→ **PROBLEM TO WORK ON**
All lines in the records below that hold "highway" are to be shown.

-------

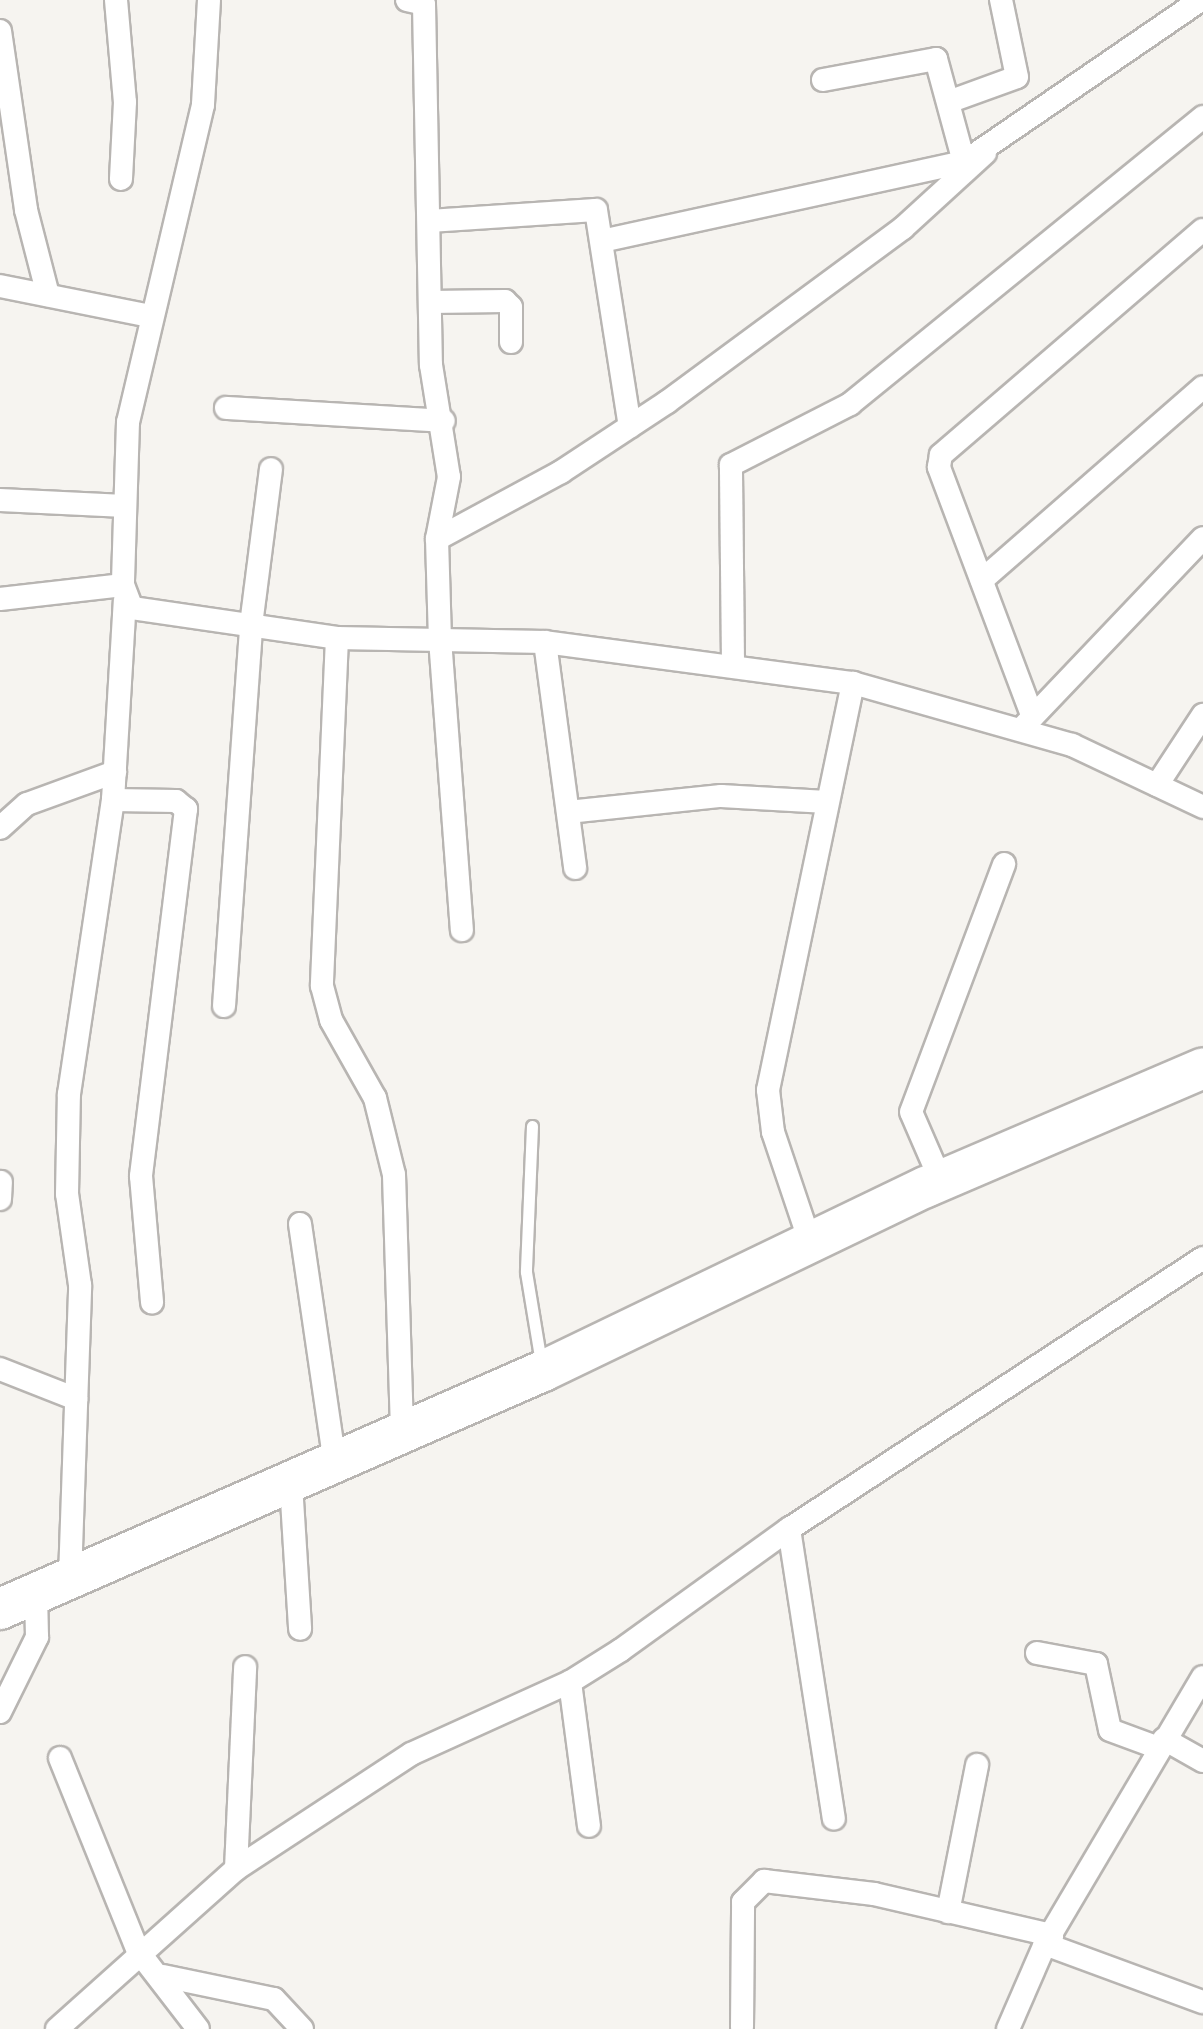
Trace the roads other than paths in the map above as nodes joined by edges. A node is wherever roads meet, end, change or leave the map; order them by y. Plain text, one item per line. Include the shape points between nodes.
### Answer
1 (116, 0) edge
2 (209, 0) edge
3 (1001, 0) edge
4 (1201, 0) edge
5 (420, 1) edge
6 (0, 31) edge
7 (823, 80) dead end
8 (951, 101) junction
9 (1203, 117) edge
10 (985, 153) junction
11 (964, 162) junction
12 (121, 179) dead end
13 (429, 221) junction
14 (1203, 230) edge
15 (602, 241) junction
16 (0, 286) edge
17 (48, 295) junction
18 (430, 302) junction
19 (150, 316) junction
20 (511, 342) dead end
21 (1203, 387) edge
22 (226, 408) dead end
23 (444, 421) junction
24 (630, 426) junction
25 (271, 469) dead end
26 (0, 500) edge
27 (125, 506) junction
28 (1203, 538) edge
29 (437, 539) junction
30 (982, 580) junction
31 (124, 593) junction
32 (0, 599) edge
33 (251, 625) junction
34 (337, 638) junction
35 (440, 639) junction
36 (545, 642) junction
37 (733, 662) junction
38 (853, 683) junction
39 (1203, 715) edge
40 (1028, 721) junction
41 (115, 772) junction
42 (1157, 785) junction
43 (113, 800) junction
44 (827, 802) junction
45 (1203, 807) edge
46 (568, 812) junction
47 (0, 828) edge
48 (1004, 864) dead end
49 (575, 868) dead end
50 (462, 930) dead end
51 (224, 1006) dead end
52 (1203, 1068) edge
53 (532, 1126) dead end
54 (941, 1181) junction
55 (300, 1224) dead end
56 (810, 1242) junction
57 (1203, 1258) edge
58 (152, 1303) dead end
59 (0, 1369) edge
60 (543, 1371) junction
61 (76, 1399) junction
62 (402, 1434) junction
63 (335, 1464) junction
64 (291, 1484) junction
65 (789, 1529) junction
66 (35, 1593) edge
67 (300, 1629) dead end
68 (1037, 1653) dead end
69 (245, 1667) dead end
70 (1203, 1677) edge
71 (570, 1682) junction
72 (0, 1712) edge
73 (1161, 1744) junction
74 (60, 1758) dead end
75 (1203, 1761) edge
76 (977, 1765) dead end
77 (834, 1819) dead end
78 (589, 1826) dead end
79 (236, 1869) junction
80 (948, 1912) junction
81 (1049, 1940) junction
82 (138, 1951) junction
83 (163, 1976) junction
84 (1203, 2002) edge
85 (742, 2027) edge
86 (57, 2029) edge
87 (198, 2029) edge
88 (302, 2029) edge
89 (1008, 2029) edge

1 - 12 street via 125,102
2 - 19 street via 203,105
3 - 8 street via 1017,77
4 - 10 street
5 - 13 street
6 - 17 street via 26,210
7 - 8 street via 936,59
8 - 11 street
9 - 37 street via 850,404 731,465
10 - 11 street
10 - 24 street via 891,237
11 - 15 street
13 - 15 street via 590,208 599,215
13 - 18 street
14 - 30 street via 941,455 939,467
15 - 24 street
16 - 17 street
17 - 19 street
18 - 20 street via 505,301 511,307
18 - 23 street via 431,365
19 - 27 street via 128,422
21 - 30 street
22 - 23 street
23 - 29 street via 449,477
24 - 29 street
25 - 33 street
26 - 27 street
27 - 31 street
28 - 40 street
29 - 35 street
30 - 40 street
31 - 32 street
31 - 33 street via 132,608
31 - 41 street
33 - 34 street
33 - 51 street
34 - 35 street
34 - 62 street via 322,986 331,1020 375,1098 394,1175
35 - 36 street
35 - 50 street
36 - 37 street
36 - 46 street
37 - 38 street
38 - 40 street
38 - 44 street
39 - 42 street
40 - 42 street
41 - 43 street
41 - 47 street via 27,804
42 - 45 street
43 - 58 street via 169,800 186,809 141,1176
43 - 61 street via 69,1094 67,1194 80,1285
44 - 46 street via 721,796
44 - 56 street via 768,1090 773,1132
46 - 49 street
48 - 54 street via 911,1112
52 - 54 highway
53 - 60 lane via 526,1272
54 - 56 highway
55 - 63 street
56 - 60 highway
57 - 65 street
59 - 61 street
60 - 62 highway
61 - 66 street
62 - 63 highway
63 - 64 highway
64 - 66 highway
64 - 67 street
65 - 71 street
65 - 77 street
66 - 72 street via 37,1637
68 - 73 street via 1096,1664 1110,1730
69 - 79 street
70 - 73 street
71 - 78 street
71 - 79 street via 411,1754
73 - 75 street
73 - 81 street
74 - 82 street
76 - 80 street
79 - 82 street
80 - 81 street
80 - 85 street via 849,1891 753,1885 743,1902
81 - 84 street
81 - 89 street
82 - 83 street
82 - 86 street
83 - 87 street
83 - 88 street via 274,1999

-------

→ **RESULT**
52 - 54 highway
54 - 56 highway
56 - 60 highway
60 - 62 highway
62 - 63 highway
63 - 64 highway
64 - 66 highway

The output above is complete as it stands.